As ferramentas de triagem também podem precisar ser atualizadas para identificar melhor o autismo entre crianças com diversidade de gênero, assim como precisam ser ajustadas para detectar a condição entre as meninas. “As clínicas estão trabalhando para entender como é o autismo em meninas e mulheres, e teremos que fazer a mesma pergunta com os jovens de gênero diverso”, diz Strang. Identificar crianças autistas que podem precisar de apoio para afirmar sua identidade é particularmente importante porque algumas podem procurar intervenções médicas, como bloqueadores da puberdade, que são sensíveis ao tempo, diz ele.
Os profissionais de saúde devem estar cientes de que as pessoas autistas podem apresentar sua identidade de gênero de forma diferente das pessoas neurotípicas. Algumas pessoas autistas que fazem a transição de um gênero para outro não estão cientes de como também precisam mudar suas dicas sociais, como se vestem, se quiserem comunicar claramente sua identidade de gênero aos outros. Os profissionais de saúde podem ajudar as pessoas autistas a navegar nessas transições e garantir que tenham o mesmo acesso a cuidados médicos de afirmação de gênero que as pessoas neurotípicas têm, diz Aron Janssen, professor associado de psiquiatria e ciências comportamentais da Northwestern University em Chicago, Illinois.
Como as pessoas autistas aprendem melhor sobre gênero e sexualidade?
Durante anos, muitos pais e cuidadores acreditaram que as pessoas autistas, particularmente aquelas com deficiência intelectual, não deveriam receber informações sobre sexualidade e estão menos interessadas em relacionamentos do que as pessoas neurotípicas, diz Dewinter. Essa crença está mudando à medida que os pesquisadores reconhecem que fornecer suporte ao relacionamento é importante para garantir o bem-estar geral de pessoas neurodiversas, assim como para pessoas neurotípicas.
Pertencer a qualquer tipo de grupo minoritário torna a pessoa mais suscetível a problemas de saúde mental, por causa de um fenômeno conhecido como ‘estresse minoritário’. Para uma pessoa que é tanto neuro quanto de gênero diversa, pertencer a vários grupos minoritários pode intensificar esses problemas.
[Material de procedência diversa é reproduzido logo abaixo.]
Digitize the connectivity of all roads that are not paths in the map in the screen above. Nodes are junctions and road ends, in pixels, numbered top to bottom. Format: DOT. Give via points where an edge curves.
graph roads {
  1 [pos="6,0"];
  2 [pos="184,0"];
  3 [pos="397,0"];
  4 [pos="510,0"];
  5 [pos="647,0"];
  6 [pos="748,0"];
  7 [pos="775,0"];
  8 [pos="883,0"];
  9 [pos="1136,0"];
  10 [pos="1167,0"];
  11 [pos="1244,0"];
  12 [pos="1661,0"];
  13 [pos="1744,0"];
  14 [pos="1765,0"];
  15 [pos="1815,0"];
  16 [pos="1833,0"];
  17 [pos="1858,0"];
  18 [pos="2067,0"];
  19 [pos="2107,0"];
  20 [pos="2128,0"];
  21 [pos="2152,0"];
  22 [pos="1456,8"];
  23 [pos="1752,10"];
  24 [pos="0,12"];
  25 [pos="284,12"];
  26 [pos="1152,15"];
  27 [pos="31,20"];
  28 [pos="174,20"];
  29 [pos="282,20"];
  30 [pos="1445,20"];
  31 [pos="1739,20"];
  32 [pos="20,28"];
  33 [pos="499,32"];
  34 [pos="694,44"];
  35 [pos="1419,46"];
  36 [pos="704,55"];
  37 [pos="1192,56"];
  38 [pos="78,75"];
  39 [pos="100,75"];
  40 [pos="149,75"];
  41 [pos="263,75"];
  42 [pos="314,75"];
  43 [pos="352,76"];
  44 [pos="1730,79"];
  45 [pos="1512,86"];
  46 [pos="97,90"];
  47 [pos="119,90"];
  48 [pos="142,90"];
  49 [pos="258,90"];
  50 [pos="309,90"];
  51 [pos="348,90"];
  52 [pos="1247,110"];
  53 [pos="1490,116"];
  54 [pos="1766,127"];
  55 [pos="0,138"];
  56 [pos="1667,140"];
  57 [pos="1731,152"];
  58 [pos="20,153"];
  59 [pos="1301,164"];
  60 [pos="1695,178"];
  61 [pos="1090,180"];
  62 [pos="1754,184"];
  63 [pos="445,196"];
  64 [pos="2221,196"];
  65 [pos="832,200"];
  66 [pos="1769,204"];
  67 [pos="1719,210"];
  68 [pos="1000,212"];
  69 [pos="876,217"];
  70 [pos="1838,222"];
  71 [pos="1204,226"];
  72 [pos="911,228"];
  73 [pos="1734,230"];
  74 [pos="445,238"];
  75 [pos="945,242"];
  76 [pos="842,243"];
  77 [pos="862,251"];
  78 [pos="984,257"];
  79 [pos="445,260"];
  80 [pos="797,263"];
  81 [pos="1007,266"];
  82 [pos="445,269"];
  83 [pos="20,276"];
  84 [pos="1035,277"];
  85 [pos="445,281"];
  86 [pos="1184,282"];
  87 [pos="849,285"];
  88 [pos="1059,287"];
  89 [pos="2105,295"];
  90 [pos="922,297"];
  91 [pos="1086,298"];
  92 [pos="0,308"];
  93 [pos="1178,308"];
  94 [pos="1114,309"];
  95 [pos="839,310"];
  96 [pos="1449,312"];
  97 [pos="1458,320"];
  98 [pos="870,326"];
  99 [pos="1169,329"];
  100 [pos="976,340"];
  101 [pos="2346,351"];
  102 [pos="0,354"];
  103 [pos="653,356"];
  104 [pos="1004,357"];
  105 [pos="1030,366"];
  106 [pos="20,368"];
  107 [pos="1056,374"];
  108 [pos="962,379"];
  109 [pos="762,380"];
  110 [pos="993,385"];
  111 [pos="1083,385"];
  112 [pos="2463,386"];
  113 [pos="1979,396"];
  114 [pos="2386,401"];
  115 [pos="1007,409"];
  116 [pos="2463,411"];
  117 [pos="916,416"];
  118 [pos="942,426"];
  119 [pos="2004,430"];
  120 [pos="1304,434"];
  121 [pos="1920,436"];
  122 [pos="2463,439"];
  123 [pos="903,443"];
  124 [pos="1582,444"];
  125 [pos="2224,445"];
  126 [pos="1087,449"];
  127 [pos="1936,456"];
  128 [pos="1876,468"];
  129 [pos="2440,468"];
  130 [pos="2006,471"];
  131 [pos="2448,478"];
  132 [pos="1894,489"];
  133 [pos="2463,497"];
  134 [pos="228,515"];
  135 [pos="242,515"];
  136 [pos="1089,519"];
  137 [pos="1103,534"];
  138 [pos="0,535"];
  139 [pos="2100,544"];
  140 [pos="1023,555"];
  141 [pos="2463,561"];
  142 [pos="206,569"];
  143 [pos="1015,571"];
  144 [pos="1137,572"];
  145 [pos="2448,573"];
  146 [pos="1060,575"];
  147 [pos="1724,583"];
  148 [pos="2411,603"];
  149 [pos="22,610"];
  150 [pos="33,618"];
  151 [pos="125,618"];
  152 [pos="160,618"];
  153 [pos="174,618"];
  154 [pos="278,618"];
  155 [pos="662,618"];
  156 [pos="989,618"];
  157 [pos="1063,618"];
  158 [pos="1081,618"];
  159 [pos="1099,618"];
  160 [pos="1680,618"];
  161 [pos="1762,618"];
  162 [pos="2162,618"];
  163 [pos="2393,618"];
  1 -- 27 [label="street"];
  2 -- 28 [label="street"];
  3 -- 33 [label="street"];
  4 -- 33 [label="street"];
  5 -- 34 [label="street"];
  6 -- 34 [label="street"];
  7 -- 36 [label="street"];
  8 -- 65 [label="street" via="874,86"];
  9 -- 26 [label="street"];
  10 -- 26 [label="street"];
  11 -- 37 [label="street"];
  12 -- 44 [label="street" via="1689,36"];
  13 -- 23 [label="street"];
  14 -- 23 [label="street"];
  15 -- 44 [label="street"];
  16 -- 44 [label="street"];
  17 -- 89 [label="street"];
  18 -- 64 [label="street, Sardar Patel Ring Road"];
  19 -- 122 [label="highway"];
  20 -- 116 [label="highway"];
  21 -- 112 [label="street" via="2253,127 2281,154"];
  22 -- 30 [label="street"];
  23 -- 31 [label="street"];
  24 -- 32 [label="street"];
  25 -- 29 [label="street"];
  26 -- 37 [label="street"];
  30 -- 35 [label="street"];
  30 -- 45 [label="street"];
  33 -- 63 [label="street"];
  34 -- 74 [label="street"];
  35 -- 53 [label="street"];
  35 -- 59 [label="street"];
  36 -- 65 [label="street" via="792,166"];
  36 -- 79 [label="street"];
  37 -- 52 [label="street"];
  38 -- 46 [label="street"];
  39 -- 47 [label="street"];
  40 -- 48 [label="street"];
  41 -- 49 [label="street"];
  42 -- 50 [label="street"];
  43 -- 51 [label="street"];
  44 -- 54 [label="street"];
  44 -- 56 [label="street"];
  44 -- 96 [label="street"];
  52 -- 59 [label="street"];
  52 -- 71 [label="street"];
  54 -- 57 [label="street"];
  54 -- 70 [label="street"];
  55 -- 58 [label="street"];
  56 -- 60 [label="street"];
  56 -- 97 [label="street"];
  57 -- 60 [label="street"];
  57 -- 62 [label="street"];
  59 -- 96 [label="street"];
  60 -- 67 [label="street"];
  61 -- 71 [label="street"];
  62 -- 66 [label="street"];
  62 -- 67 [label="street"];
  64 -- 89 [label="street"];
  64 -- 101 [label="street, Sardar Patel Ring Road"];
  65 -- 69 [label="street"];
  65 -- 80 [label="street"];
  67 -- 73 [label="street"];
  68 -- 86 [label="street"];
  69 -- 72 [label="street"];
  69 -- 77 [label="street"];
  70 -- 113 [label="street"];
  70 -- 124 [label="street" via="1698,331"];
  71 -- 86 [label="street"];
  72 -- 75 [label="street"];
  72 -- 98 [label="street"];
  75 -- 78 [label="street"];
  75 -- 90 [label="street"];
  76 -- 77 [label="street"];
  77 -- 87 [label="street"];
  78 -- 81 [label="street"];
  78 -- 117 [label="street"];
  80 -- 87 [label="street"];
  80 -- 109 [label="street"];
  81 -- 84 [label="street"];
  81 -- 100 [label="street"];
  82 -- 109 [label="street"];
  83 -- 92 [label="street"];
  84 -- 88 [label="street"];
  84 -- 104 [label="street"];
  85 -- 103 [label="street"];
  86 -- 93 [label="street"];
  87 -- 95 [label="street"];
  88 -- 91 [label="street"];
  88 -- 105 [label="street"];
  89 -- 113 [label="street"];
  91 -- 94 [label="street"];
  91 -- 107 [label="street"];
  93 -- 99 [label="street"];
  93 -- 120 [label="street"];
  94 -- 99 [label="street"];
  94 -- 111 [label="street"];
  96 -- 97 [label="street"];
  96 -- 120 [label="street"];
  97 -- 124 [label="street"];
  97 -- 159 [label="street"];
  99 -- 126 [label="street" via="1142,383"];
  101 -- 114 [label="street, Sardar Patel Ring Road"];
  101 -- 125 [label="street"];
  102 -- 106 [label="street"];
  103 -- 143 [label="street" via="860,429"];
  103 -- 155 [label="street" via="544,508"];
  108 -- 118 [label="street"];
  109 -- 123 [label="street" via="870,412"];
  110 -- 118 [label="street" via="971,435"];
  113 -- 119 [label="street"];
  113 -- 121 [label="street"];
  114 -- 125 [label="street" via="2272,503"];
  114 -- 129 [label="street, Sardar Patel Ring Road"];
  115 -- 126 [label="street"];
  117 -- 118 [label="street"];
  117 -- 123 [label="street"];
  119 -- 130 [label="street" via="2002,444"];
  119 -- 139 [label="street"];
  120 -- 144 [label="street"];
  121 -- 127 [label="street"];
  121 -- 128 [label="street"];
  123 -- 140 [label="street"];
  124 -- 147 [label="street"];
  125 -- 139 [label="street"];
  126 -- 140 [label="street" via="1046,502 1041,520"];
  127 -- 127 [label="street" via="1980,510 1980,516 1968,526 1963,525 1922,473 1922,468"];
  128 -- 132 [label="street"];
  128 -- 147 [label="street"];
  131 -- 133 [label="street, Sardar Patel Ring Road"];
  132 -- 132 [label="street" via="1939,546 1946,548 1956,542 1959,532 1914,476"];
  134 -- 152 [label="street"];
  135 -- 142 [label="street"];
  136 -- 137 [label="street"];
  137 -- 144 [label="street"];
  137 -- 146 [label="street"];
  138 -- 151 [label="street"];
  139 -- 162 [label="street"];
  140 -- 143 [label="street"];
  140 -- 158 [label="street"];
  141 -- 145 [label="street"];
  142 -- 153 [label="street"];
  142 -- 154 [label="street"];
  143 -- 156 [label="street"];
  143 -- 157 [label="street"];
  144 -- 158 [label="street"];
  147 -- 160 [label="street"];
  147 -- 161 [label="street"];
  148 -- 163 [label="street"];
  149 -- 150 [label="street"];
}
Uma educação sexual mais abrangente e inclusiva pode ajudar. Em pesquisas em andamento, Eileen Crehan, professora assistente de estudo infantil e desenvolvimento humano na Universidade Tufts em Medford, Massachusetts, descobriu que as pessoas autistas querem mais informações sobre orientação sexual e identidade de gênero do que as pessoas comuns. A pesquisa mostrou que adolescentes lésbicas, gays, bissexuais, transgêneros e queer/questioning (LGBTQIA+) que têm educação sexual mais inclusiva na escola têm melhor saúde mental. Mas apenas 19% dos materiais de educação sexual dos EUA são para pessoas LGBTQIA+, de acordo com o grupo de defesa GLSEN, criando uma barreira extra para pessoas autistas LGBTQIA+. “Você tem dois obstáculos para obter as informações de que precisa”, diz Crehan.
Para onde vai a pesquisa a seguir?
As primeiras pesquisas se concentraram em medir a prevalência de diversas identidades de gênero na comunidade autista – e vice-versa – mas agora os pesquisadores estão cada vez mais se voltando para questões sobre a melhor forma de apoiar pessoas autistas com diversidade de gênero. Para fazer isso, eles estão trabalhando em colaboração com a comunidade autista, garantindo que as pessoas autistas guiem as prioridades de pesquisa. “Eu realmente acho que é incrivelmente importante levantar as vozes da própria comunidade, e estou grato por ver que é para onde o campo está indo”, diz Janssen.